Copyright © 2001. All rights reserved by the respective authors.

Editors' Choices •  Haiku: 1, 2, 3, 4, 5 •  Index of Poets

Heron's Nest Award

      faint thunder
      a snake sloughs its skin
      in the creekbed
                                            Anna Tambour

Stillness and heat. A time when creatures take refuge from the glaring sun by dozing under rocks, in caves and cracks and crannies, beneath cool leaves, and in quiet river shallows. There is no relief here; drought sucks the land. Thunder growls faintly, far away. Too far. Only memories of water remain where the rushing creek used to be, the silty bottom now cracked and dull. And yet, right there, something stirs. A snake is sloughing its skin in the creekbed.

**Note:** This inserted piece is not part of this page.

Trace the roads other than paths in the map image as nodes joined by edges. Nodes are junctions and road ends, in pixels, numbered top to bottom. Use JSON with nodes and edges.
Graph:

The new skin gleams as the reptile slowly emerges from the one it has outgrown. Thunder rumbles again, possibly closer now. This time the rains may come, filling brooks and ponds and awakening new growth everywhere.

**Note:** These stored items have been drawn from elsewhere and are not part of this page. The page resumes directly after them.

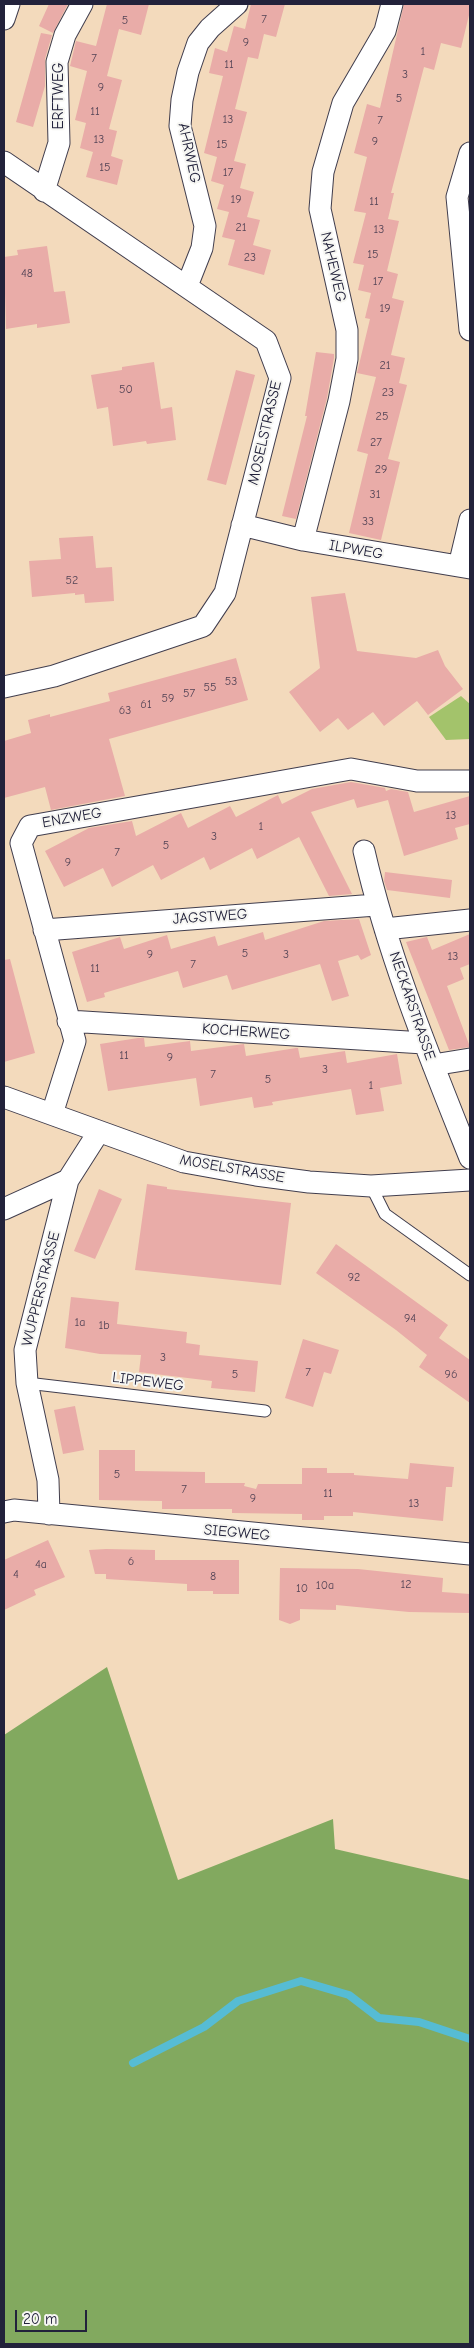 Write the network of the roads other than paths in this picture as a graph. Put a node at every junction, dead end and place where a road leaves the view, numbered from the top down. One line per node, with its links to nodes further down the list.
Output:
1 (9, 4): 5 (street)
2 (82, 4): 8 (street, ERFTWEG)
3 (237, 4): 9 (street, AHRWEG)
4 (392, 4): 13 (street, NAHEWEG)
5 (4, 19)
6 (470, 153): 10 (street)
7 (4, 162): 8 (street, MOSELSTRASSE)
8 (44, 191): 9 (street, MOSELSTRASSE)
9 (188, 286): 12 (street, MOSELSTRASSE)
10 (470, 330)
11 (470, 520): 14 (street)
12 (242, 525): 13 (street, ILPWEG); 15 (street, MOSELSTRASSE)
13 (303, 540): 14 (street, ILPWEG)
14 (465, 567)
15 (4, 687)
16 (470, 780): 21 (street, ENZWEG)
17 (364, 851): 18 (street, NECKARSTRASSE)
18 (376, 905): 20 (street, NECKARSTRASSE); 21 (street, JAGSTWEG)
19 (470, 920): 20 (street)
20 (385, 929): 23 (street, NECKARSTRASSE)
21 (44, 930): 22 (street, ENZWEG)
22 (68, 1021): 23 (street, KOCHERWEG); 27 (street, ENZWEG)
23 (424, 1043): 25 (street, NECKARSTRASSE)
24 (470, 1059): 25 (street)
25 (433, 1065): 29 (street, NECKARSTRASSE)
26 (4, 1097): 27 (street, MOSELSTRASSE)
27 (52, 1114): 28 (street, MOSELSTRASSE)
28 (98, 1132): 30 (street, WUPPERSTRASSE); 32 (street, MOSELSTRASSE)
29 (470, 1158)
30 (68, 1180): 33 (street); 35 (street, WUPPERSTRASSE)
31 (470, 1180): 32 (street, MOSELSTRASSE)
32 (370, 1186): 34 (lane)
33 (4, 1209)
34 (470, 1275)
35 (27, 1383): 36 (lane, LIPPEWEG); 38 (street, WUPPERSTRASSE)
36 (266, 1411)
37 (4, 1512): 38 (street, SIEGWEG)
38 (49, 1514): 39 (street, SIEGWEG)
39 (470, 1554) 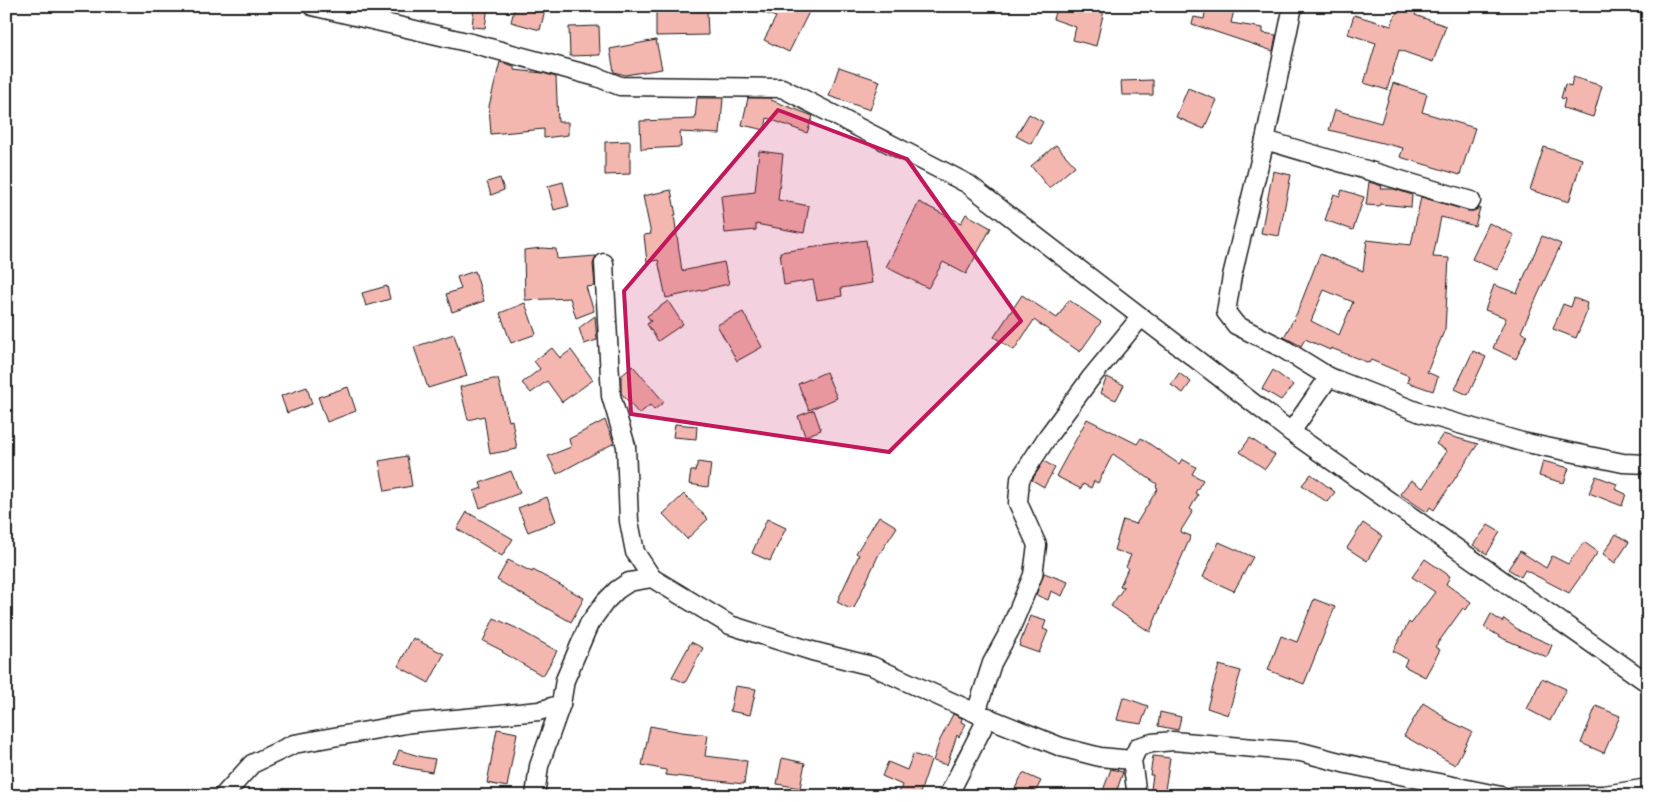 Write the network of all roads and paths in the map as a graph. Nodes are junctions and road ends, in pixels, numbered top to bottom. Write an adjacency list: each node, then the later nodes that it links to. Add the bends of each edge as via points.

This brief poem confirms the author's close connection with nature. Anna Tambour doesn't speak of drought or seasonal change; instead she uses concrete images to imply these things. Anna's clear imagery and fine focus draw me into the moment, and her strong juxtaposition evokes new insight. It is in the space between the two parts of her haiku, in the words left unwritten, that I discover a deeper level of truth.

The poet has chosen her words carefully. The first line, “faint thunder,” gives me a sense of something about to happen. The snake's presence in the creekbed (with the implication of a long drought) heightens tension. The “hiss” of a snake and the soft noise it makes sliding over leaves and grass are echoed in the repetition of “s” sounds: “a snake sloughs its skin.” As the poem ends, I am struck by the grave importance of “faint thunder,” and the underlying hope in those words.

That the subject of Anna's haiku also serves as its kigo adds dimension; yet this kigo is obviously not contrived. Much of the poem's beauty and strength come from its concision; every word is essential for meaning and resonance. I perceive the haiku itself as metaphor for nature's cycles and constant changes. Anna Tambour's voice rings clear and true, and it is one I look forward to hearing again and again.